- EXCERPTED DATA -
• • • •

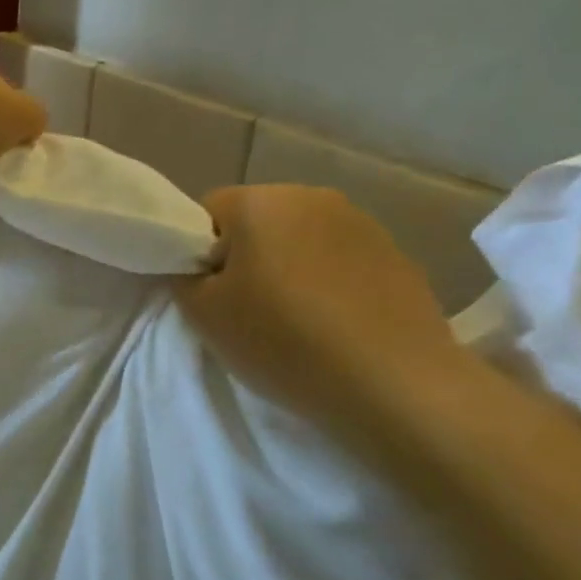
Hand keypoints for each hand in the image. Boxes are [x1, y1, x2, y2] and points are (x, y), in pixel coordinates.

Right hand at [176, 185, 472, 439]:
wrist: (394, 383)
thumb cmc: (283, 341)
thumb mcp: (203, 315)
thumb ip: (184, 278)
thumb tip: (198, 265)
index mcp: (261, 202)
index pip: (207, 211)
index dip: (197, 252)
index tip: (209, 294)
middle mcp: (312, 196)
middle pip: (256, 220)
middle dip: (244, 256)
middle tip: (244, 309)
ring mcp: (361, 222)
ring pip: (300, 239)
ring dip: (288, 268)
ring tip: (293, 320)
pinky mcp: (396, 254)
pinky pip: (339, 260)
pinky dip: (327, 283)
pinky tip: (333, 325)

• • • •

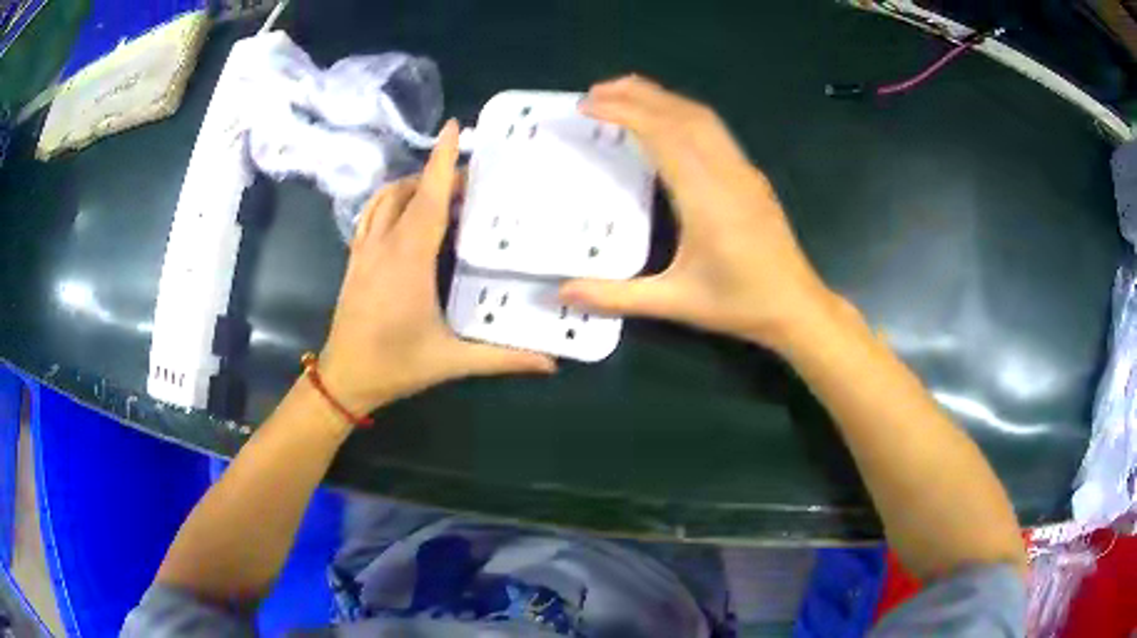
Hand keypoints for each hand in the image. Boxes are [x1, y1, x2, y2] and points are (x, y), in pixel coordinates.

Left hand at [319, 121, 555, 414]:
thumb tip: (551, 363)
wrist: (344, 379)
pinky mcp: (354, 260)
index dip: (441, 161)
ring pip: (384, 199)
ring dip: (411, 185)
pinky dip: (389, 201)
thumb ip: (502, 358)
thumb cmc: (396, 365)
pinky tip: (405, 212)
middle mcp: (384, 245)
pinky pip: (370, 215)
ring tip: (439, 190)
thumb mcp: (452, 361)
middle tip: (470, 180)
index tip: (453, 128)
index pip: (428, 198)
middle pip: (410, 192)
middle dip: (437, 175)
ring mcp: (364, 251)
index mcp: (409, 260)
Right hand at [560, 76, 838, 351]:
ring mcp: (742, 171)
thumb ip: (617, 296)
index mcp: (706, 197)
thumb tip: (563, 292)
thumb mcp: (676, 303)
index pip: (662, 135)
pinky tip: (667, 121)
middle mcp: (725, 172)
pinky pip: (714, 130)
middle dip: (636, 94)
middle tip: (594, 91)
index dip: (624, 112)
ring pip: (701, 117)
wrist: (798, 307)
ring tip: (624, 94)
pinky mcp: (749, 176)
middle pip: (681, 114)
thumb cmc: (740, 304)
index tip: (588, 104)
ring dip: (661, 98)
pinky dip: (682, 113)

• • • •

- TASK BRIEF -
Apply a filter to the listing above so that only lines with "middle" are kept, and copy those lines.

- SOLVED EXERCISE -
middle mcp: (312, 196)
middle pip: (256, 220)
middle dip: (244, 256)
middle tip: (244, 309)
middle mcp: (384, 245)
middle tip: (470, 180)
middle pip: (410, 192)
middle dip: (437, 175)
middle mcp: (725, 172)
middle dip: (636, 94)
middle tip: (594, 91)
middle pip: (681, 114)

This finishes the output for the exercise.